Say What? Much Ado About Superheroes Edition
Posted by: Guy LeCharles Gonzalez on May 11, 2007 at 5:00 pm
The comics blogiverse is an increasingly diverse network of comics pundits, fans and fanatics — not to mention professional creators themselves — where one can find a variety of fascinating and/or obnoxious opinions to suit any taste, or lack thereof. Every Saturday — give or take a couple of days! — I’ll offer up excerpts from five of the more interesting, thought-provoking posts I’ve come across over the past week, for better or worse. Enjoy!
Fun With Keyword Searches
Occasional Superheroine
The next I’m going to group together, as they are related.
“supergirl horny”
and
“supergirl minor sexy”
I know there has been a lot of head-scratching recently about that DC Direct f**k-doll Supergirl mini-statue. “Who would buy something that exploitative?” Well, at least we have two customers right here.
Next,
“power girl raped”
That’s pretty ugly, isn’t it? And yet the keyword “rape” in association with superheroines are quite popular — they are listed in the recent keyword searches for my blog almost every day.
“wonder woman boob”
Now, this is fairly innocuous. It’s almost rather quaint.
Superhero Comics Aren’t for Girls
Comics Worth Reading
“Superhero comics aren’t for girls” is true the same way “romance novels aren’t for boys” or “action movies aren’t for girls” are. They’re gender-identified genres. The people who make them and the majority of the people who consume them know who their audience tends to be. Recognizing that doesn’t make you sexist or invalidate anyone’s tastes; it’s just realism. “Chick lit” and fashion mags are aimed at women; Mack Bolan books and gun and car mags are aimed at men.

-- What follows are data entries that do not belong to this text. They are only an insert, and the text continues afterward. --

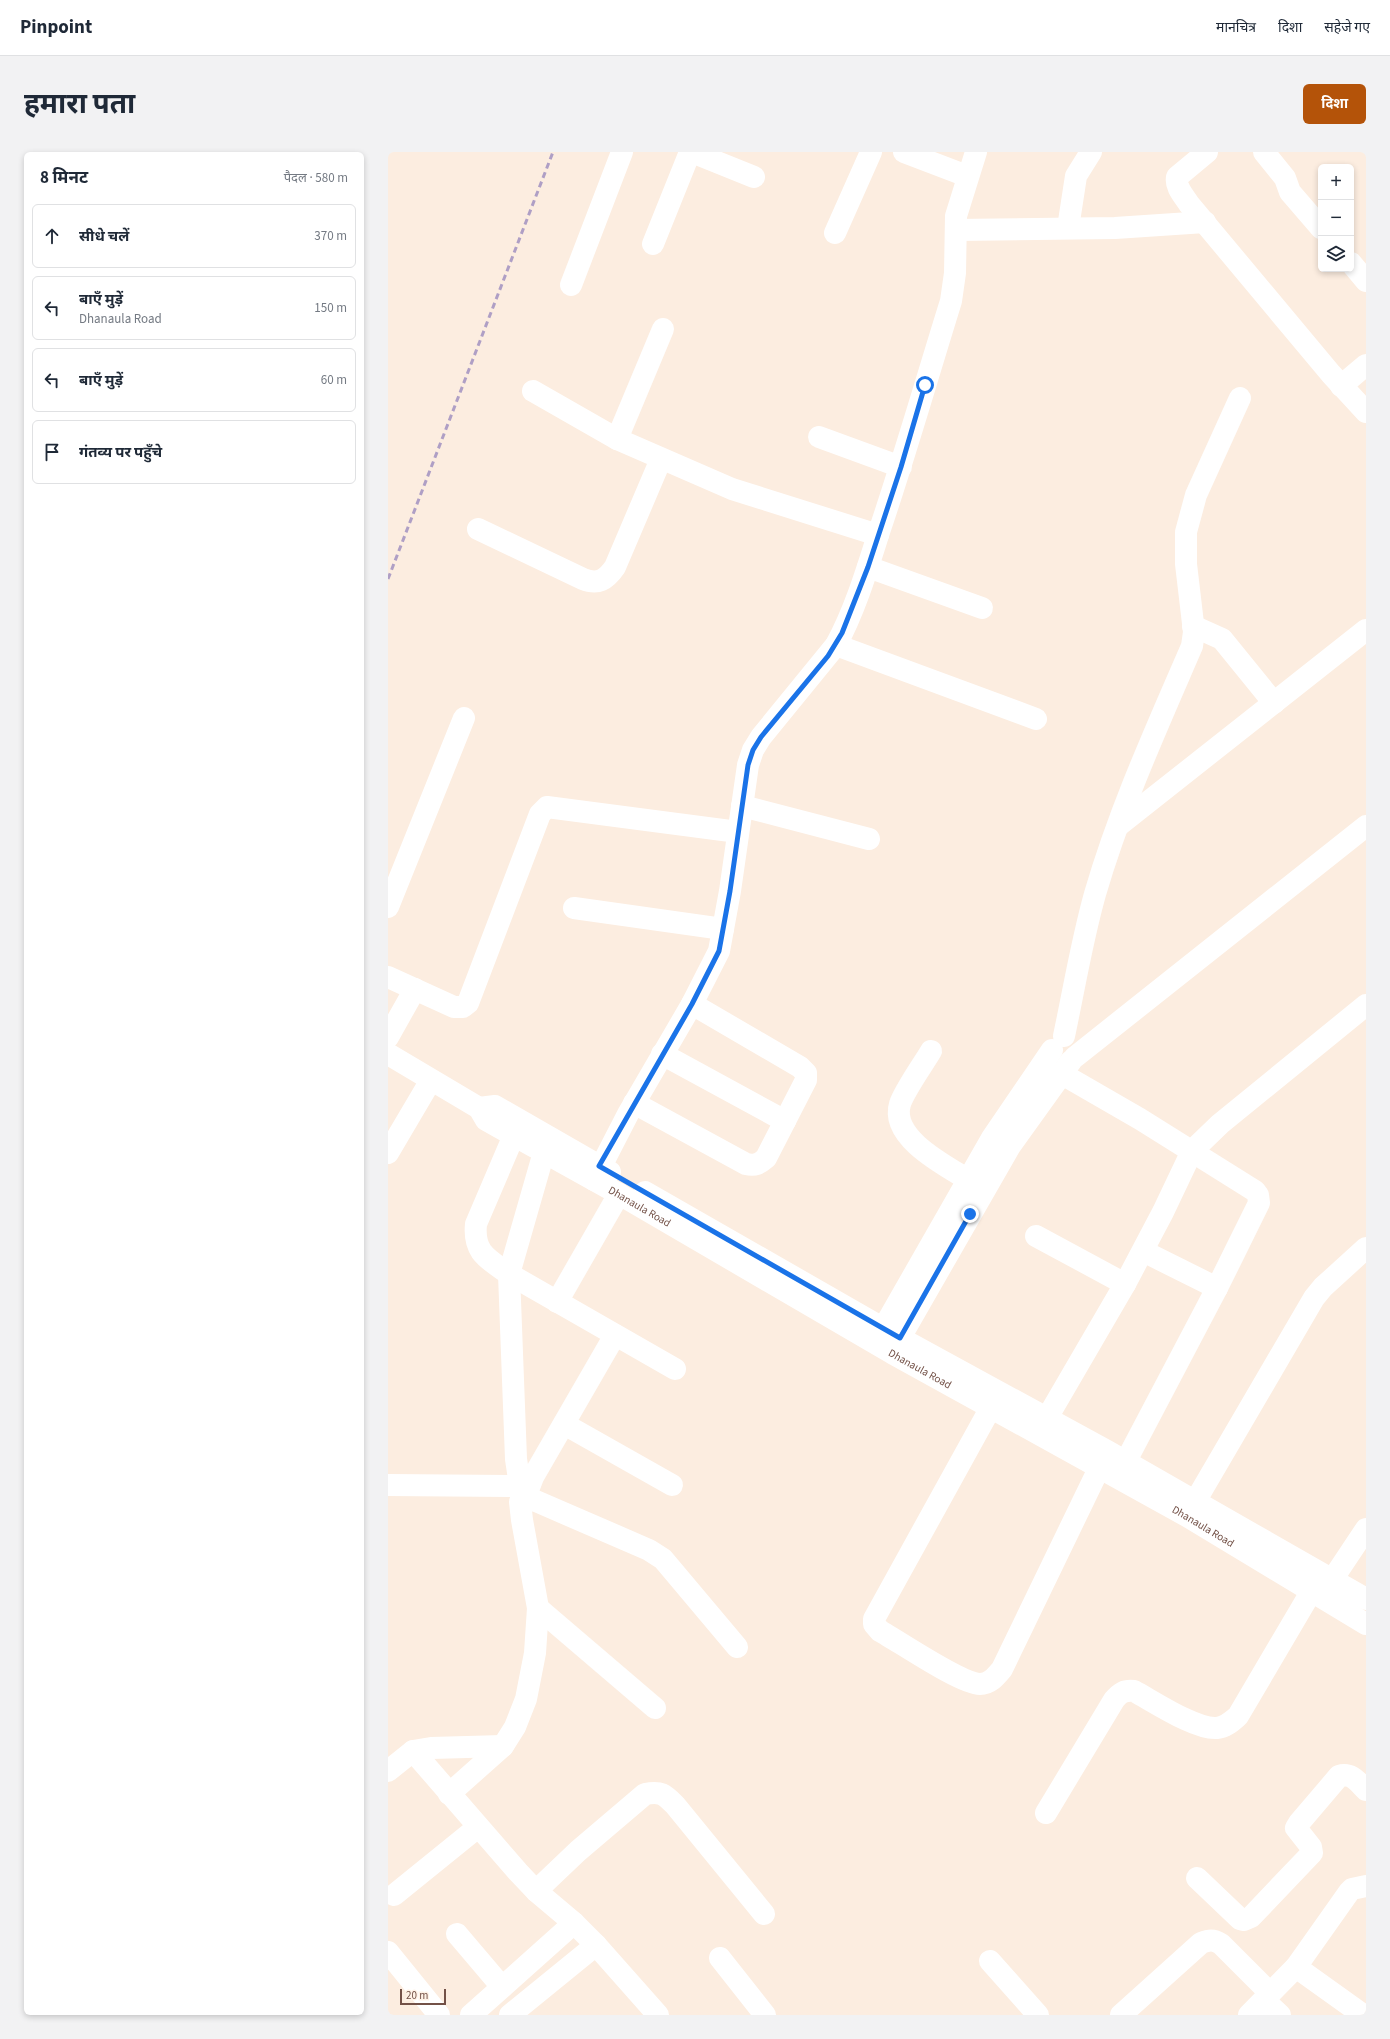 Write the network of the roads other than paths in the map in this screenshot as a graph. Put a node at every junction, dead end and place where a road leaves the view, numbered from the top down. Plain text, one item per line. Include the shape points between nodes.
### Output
1 (622, 152) edge
2 (691, 152) edge
3 (871, 152) edge
4 (904, 152) edge
5 (976, 152) edge
6 (1091, 152) edge
7 (1207, 152) edge
8 (1264, 152) edge
9 (967, 176) junction
10 (754, 177) dead end
11 (1204, 222) junction
12 (1318, 224) edge
13 (1068, 228) junction
14 (956, 230) junction
15 (835, 234) dead end
16 (653, 244) dead end
17 (1354, 267) edge
18 (1366, 281) edge
19 (571, 284) dead end
20 (663, 329) dead end
21 (1366, 365) edge
22 (1341, 386) junction
23 (533, 391) dead end
24 (1240, 398) dead end
25 (1366, 412) edge
26 (819, 437) dead end
27 (617, 439) junction
28 (661, 459) junction
29 (901, 467) junction
30 (478, 528) dead end
31 (878, 535) junction
32 (868, 567) junction
33 (982, 608) dead end
34 (1193, 626) junction
35 (1366, 630) edge
36 (836, 645) junction
37 (1274, 703) junction
38 (464, 718) dead end
39 (1036, 719) dead end
40 (742, 806) junction
41 (1119, 825) junction
42 (1366, 826) edge
43 (738, 832) junction
44 (869, 839) dead end
45 (388, 907) edge
46 (574, 908) dead end
47 (723, 929) junction
48 (388, 977) edge
49 (415, 989) junction
50 (692, 1004) junction
51 (1366, 1005) edge
52 (388, 1037) edge
53 (1058, 1043) junction
54 (931, 1051) dead end
55 (388, 1054) edge
56 (662, 1054) junction
57 (1070, 1064) junction
58 (431, 1080) junction
59 (634, 1103) junction
60 (479, 1108) junction
61 (785, 1121) junction
62 (514, 1135) junction
63 (1192, 1151) junction
64 (544, 1152) junction
65 (388, 1153) edge
66 (596, 1173) junction
67 (976, 1184) junction
68 (619, 1194) junction
69 (1036, 1236) dead end
70 (1366, 1248) edge
71 (1143, 1251) junction
72 (509, 1274) junction
73 (1126, 1284) junction
74 (1217, 1288) junction
75 (557, 1302) junction
76 (615, 1335) junction
77 (887, 1341) junction
78 (674, 1369) dead end
79 (990, 1409) junction
80 (1047, 1418) junction
81 (564, 1424) junction
82 (1103, 1460) junction
83 (1126, 1461) junction
84 (388, 1485) edge
85 (672, 1485) dead end
86 (522, 1494) junction
87 (1191, 1509) junction
88 (1366, 1529) edge
89 (1332, 1580) junction
90 (1310, 1592) junction
91 (1366, 1599) edge
92 (538, 1608) junction
93 (1366, 1624) edge
94 (737, 1647) dead end
95 (655, 1708) dead end
96 (503, 1746) junction
97 (413, 1751) junction
98 (388, 1771) edge
99 (1366, 1790) edge
100 (449, 1794) junction
101 (1046, 1813) dead end
102 (478, 1827) junction
103 (1197, 1878) dead end
104 (1366, 1886) edge
105 (536, 1892) junction
106 (394, 1895) dead end
107 (764, 1914) dead end
108 (574, 1923) junction
109 (457, 1934) dead end
110 (596, 1945) junction
111 (388, 1952) edge
112 (720, 1958) dead end
113 (990, 1960) dead end
114 (1296, 1967) junction
115 (502, 1987) junction
116 (1261, 2003) edge
117 (439, 2015) edge
118 (471, 2015) edge
119 (510, 2015) edge
120 (658, 2015) edge
121 (764, 2015) edge
122 (1038, 2015) edge
123 (1121, 2015) edge
124 (1280, 2015) edge
125 (1363, 2015) edge

1 - 19 street
2 - 10 street
2 - 16 street
3 - 15 street
4 - 9 street
5 - 9 street
6 - 13 street via 1076,176
7 - 11 street via 1176,180 1189,204
8 - 12 street via 1285,178 1288,189
9 - 14 street via 956,216
11 - 13 street via 1115,228
11 - 22 street
13 - 14 street
14 - 29 street via 955,273 951,301
17 - 18 street
20 - 27 street
21 - 22 street
22 - 25 street
23 - 27 street
24 - 34 street via 1196,495 1186,532 1186,564
26 - 29 street
27 - 28 street
28 - 30 street via 615,567 599,582 583,579
28 - 31 street via 732,489
29 - 31 street
31 - 32 street
32 - 33 street
32 - 36 street
34 - 37 street via 1222,639
34 - 41 street via 1192,646 1142,761
35 - 37 street
36 - 39 street
36 - 40 street via 753,750 748,765
37 - 41 street
38 - 45 street
40 - 43 street
40 - 44 street
41 - 53 street via 1095,895
42 - 57 street
43 - 47 street
43 - 49 street via 547,807 540,814 468,1004 454,1007
46 - 47 street
47 - 50 street via 719,951
48 - 49 street
49 - 52 street
50 - 56 street
50 - 61 street via 800,1067 806,1073 806,1080
51 - 63 street via 1220,1124
53 - 57 street via 1074,1039 1077,1043 1078,1048
53 - 67 street via 996,1132
54 - 67 street via 900,1104 900,1124 910,1138 926,1152
55 - 58 street, Dhanaula Road
56 - 59 street
56 - 61 street
57 - 63 street
57 - 67 street via 1010,1146
58 - 60 street, Dhanaula Road
58 - 65 street
59 - 61 street via 752,1166 760,1164 766,1158
59 - 66 street
60 - 62 street, Dhanaula Road via 486,1120
60 - 66 street, Dhanaula Road via 495,1106
62 - 64 street, Dhanaula Road
62 - 72 street via 476,1224 474,1237 484,1255
63 - 71 street
63 - 74 street via 1255,1191 1258,1196 1259,1203
64 - 66 street, Dhanaula Road
64 - 72 street
66 - 68 street, Dhanaula Road
66 - 77 street, Dhanaula Road
67 - 77 street
68 - 75 street
68 - 77 street, Dhanaula Road
69 - 73 street
70 - 87 street via 1314,1298
71 - 73 street
71 - 74 street
72 - 75 street
72 - 86 street via 516,1460
73 - 80 street
74 - 83 street
75 - 76 street
76 - 78 street
76 - 81 street
77 - 79 street, Dhanaula Road
77 - 80 street, Dhanaula Road
79 - 82 street, Dhanaula Road
79 - 82 street via 874,1619 874,1624 880,1630 960,1678 981,1684 993,1679 1002,1669
80 - 82 street, Dhanaula Road
81 - 85 street
81 - 86 street
82 - 83 street, Dhanaula Road
82 - 87 street, Dhanaula Road
83 - 87 street, Dhanaula Road
84 - 86 street
86 - 92 street via 522,1520
86 - 94 street via 649,1550 663,1559
87 - 89 street, Dhanaula Road
87 - 90 street, Dhanaula Road
88 - 89 street
89 - 91 street, Dhanaula Road
90 - 93 street, Dhanaula Road
90 - 101 street via 1238,1716 1228,1725 1216,1728 1200,1727 1134,1691 1120,1693
92 - 95 street
92 - 96 street via 535,1653 526,1699 515,1727
96 - 97 street
96 - 100 street
97 - 98 street
97 - 100 street
99 - 103 street via 1350,1776 1339,1776 1296,1828 1311,1847 1312,1853 1251,1917 1240,1919
100 - 102 street
102 - 105 street
102 - 106 street
104 - 114 street via 1349,1892
105 - 107 street via 639,1799 645,1794 656,1792 666,1796 675,1805
105 - 108 street
108 - 110 street
108 - 115 street
109 - 115 street
110 - 119 street
110 - 120 street
111 - 117 street
112 - 121 street
113 - 122 street
114 - 116 street
114 - 125 street
115 - 118 street
116 - 123 street via 1221,1944 1209,1940 1201,1944
116 - 124 street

That doesn’t mean that they’re 100% enjoyed by only members of that gender, but it does make the cross-gender participants exceptions. It’s great that those oddballs (said lovingly, since I’m one too) have used the net to find each other…
I’m sure there are occasional males who read romance novels, too, but if one started blogging about how the genre needed to be overhauled to be made more attractive to men, they’d be giggled at… and rightly so.
Hey, Kids (With Willies)! Comics!
The Comics Reporter
I’m not certain I agree with her specific implications, emphasis or even the way the argument is constructed, but Johanna Draper Carlson floats the interesting notion that maybe superheroes are targeted towards boys because superhero comics are boys comics. A modicum of flipping out follows.
One of the odd things that crops up whenever you get into a characterization discussion regarding superheroes is that there’s still an underlying assumption with some folks that superheroes should be subject to criticism and reforms as if they were the entirety of comics. This notion crops up in other places; it led to a long period where many comics critics conflated the growth of the art form with the reform of a genre, even demanding the application of literary standards to works that might naturally and rightfully resist such standards.
In other words, when I was 10, my idea of an artistic achievement in comics and the best Spider-Man comic ever was the same: maybe Peter Parker could go on a journalistic assignment in a foreign land and leave his costume at home. When I got older I figured out I’d rather read Joe Sacco on the journalistic assignment and that Peter Parker was better off spending two pages at the Coffee Bean and 22 pages punching Green Goblin in the head.
Amy Reads the Week (of May 11th, 2007)
Arrogant Self-Reliance
I am Not A Manga Fan by trade, by profession, or by blogging, but that is not to say that I pooh-pooh the Idea of Manga. Rather, much of the Manga I had seen was of the open-mouthed wide-eyed screaming variety, and while I enjoy big eyes and screaming as much as the next person—having some rather large eyes and a rather big mouth myself—all of the Manga I had encountered was a bit manic for my tastes. A little too flashy, a little too loud, and frankly, I’m rather anti-black-and-white pen medium. I like my books colorful. I like my comics a bit brooding.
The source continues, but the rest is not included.